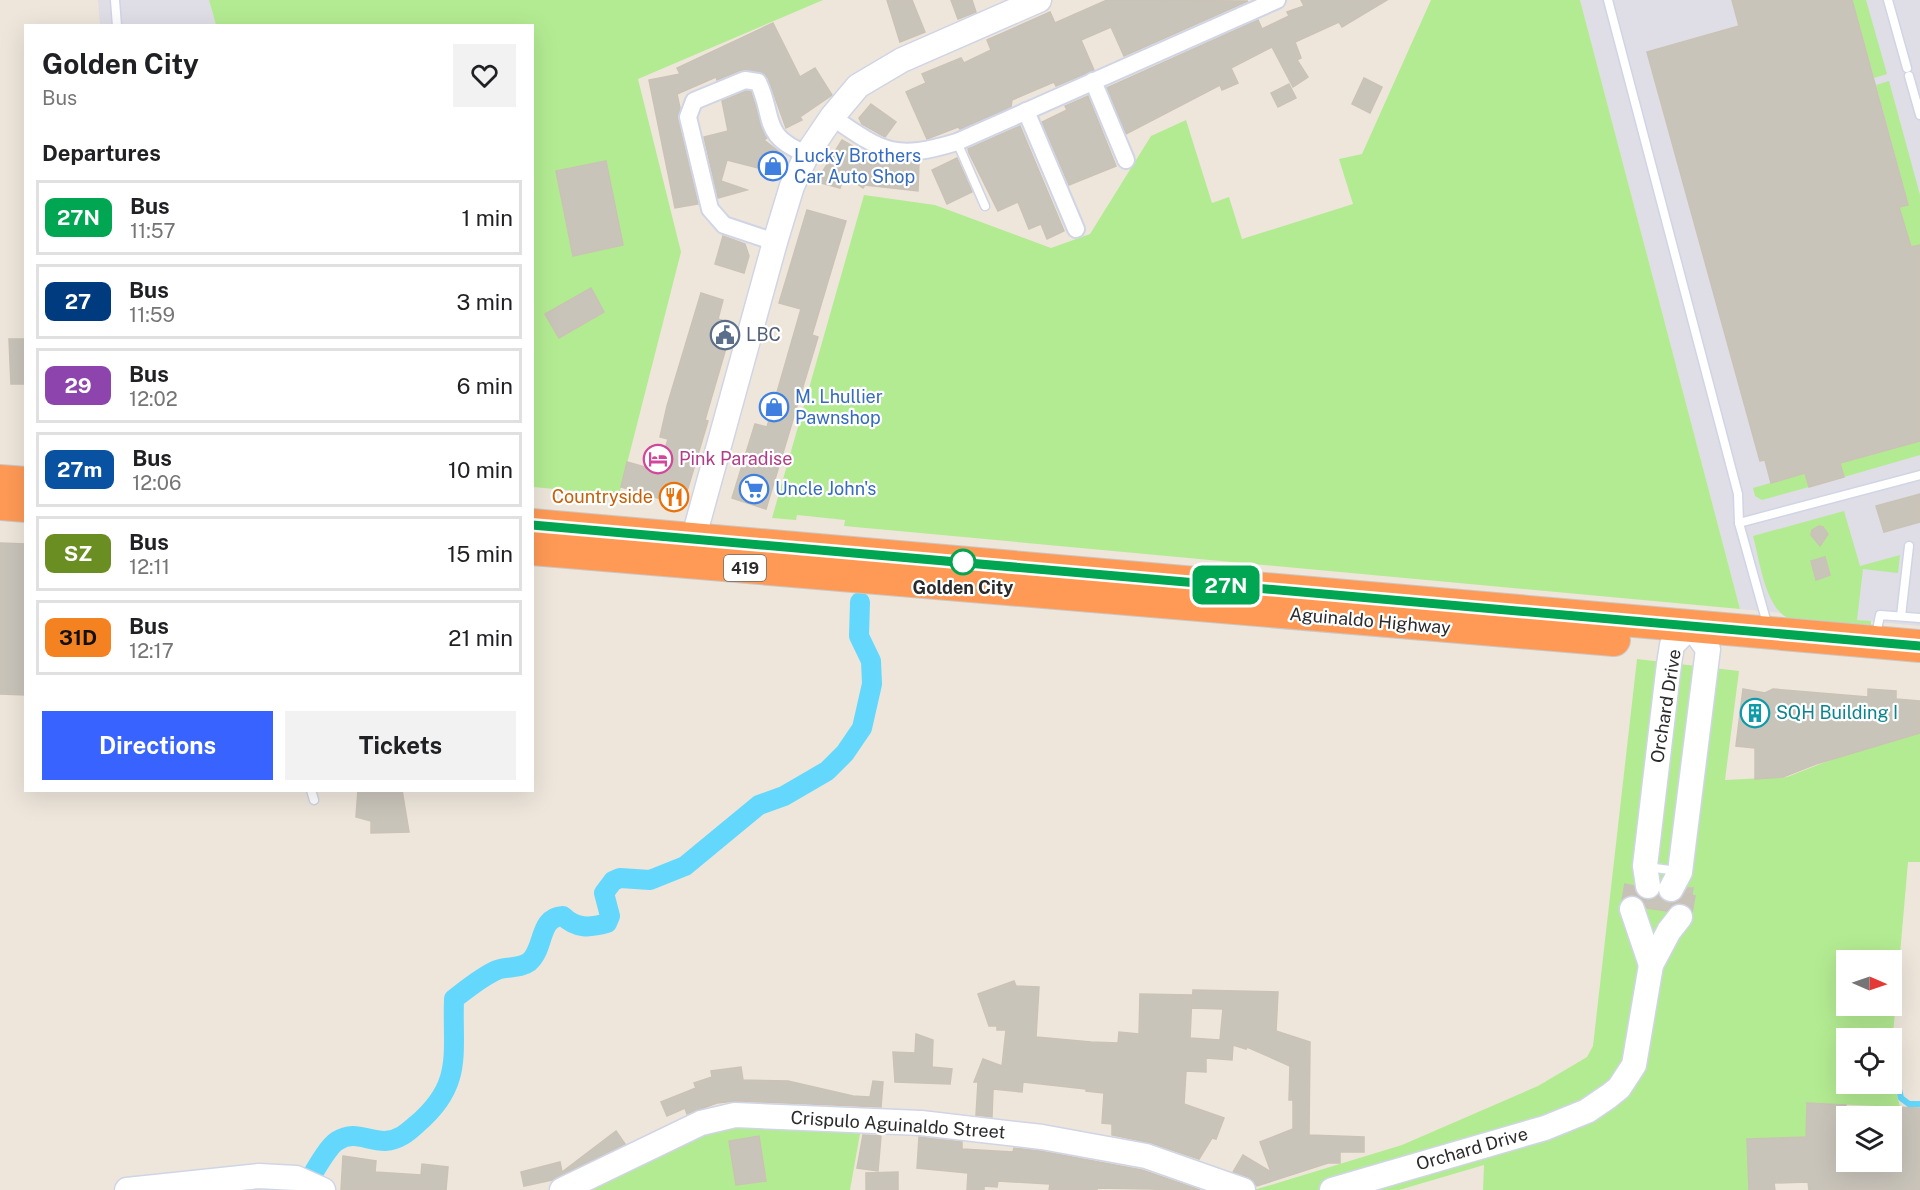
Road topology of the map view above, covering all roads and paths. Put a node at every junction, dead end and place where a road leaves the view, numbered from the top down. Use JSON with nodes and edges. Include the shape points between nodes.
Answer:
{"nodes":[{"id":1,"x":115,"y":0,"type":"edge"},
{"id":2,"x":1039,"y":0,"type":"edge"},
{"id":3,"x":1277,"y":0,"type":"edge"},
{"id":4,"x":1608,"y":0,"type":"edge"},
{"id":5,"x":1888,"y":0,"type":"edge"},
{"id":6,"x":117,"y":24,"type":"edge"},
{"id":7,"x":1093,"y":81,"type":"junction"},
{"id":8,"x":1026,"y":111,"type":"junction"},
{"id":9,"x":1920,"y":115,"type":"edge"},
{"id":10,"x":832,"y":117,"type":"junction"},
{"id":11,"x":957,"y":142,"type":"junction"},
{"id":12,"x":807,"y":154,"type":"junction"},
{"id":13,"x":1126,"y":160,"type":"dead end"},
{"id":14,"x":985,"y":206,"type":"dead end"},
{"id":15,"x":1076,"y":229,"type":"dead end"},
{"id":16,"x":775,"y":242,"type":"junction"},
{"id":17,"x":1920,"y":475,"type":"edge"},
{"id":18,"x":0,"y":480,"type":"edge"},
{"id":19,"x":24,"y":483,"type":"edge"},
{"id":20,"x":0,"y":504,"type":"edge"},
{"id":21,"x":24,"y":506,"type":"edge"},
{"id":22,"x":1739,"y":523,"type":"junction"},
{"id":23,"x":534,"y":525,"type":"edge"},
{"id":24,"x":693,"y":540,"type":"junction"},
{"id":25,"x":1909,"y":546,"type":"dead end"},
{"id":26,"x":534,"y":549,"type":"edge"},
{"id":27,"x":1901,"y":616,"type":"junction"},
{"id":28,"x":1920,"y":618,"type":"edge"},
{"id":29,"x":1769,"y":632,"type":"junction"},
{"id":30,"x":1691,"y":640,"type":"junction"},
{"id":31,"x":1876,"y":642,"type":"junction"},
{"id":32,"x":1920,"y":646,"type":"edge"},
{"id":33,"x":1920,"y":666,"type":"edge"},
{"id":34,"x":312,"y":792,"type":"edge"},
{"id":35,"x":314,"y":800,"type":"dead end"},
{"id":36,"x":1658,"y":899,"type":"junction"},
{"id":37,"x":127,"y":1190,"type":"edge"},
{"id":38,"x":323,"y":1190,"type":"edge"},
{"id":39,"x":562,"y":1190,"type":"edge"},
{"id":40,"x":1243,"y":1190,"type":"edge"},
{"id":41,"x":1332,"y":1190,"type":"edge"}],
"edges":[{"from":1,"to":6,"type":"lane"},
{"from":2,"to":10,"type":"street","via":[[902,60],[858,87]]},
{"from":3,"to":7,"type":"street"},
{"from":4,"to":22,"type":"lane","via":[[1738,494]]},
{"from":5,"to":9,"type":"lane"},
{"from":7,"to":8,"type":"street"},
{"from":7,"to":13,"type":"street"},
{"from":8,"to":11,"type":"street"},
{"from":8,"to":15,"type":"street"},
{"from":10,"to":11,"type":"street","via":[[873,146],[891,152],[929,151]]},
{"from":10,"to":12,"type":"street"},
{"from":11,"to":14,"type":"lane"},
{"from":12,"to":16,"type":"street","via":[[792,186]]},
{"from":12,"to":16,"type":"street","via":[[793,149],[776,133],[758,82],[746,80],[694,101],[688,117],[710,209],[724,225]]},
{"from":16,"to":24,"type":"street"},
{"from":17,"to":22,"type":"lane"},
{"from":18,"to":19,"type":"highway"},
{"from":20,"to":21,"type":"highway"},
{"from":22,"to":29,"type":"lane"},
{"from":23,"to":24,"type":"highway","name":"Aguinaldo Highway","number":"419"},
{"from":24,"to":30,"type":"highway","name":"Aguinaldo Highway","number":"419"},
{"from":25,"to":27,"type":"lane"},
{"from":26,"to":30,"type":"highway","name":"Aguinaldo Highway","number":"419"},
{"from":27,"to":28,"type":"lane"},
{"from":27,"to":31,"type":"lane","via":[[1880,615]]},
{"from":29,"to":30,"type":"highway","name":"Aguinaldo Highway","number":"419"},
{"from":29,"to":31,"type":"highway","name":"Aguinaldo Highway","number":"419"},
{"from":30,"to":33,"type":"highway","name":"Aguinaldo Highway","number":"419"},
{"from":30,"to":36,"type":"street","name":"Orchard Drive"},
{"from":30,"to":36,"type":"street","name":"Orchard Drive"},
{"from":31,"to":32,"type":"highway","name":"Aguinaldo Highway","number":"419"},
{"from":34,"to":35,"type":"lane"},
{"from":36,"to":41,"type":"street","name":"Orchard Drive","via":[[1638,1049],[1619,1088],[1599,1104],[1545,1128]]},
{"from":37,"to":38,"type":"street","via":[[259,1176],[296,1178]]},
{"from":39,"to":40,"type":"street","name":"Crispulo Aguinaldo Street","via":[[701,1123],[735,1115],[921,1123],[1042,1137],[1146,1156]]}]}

● **EXERCISE PROMPT**:
State, as a bare number, how many lines of the material include the string "nodes".

● **REPLY**:
2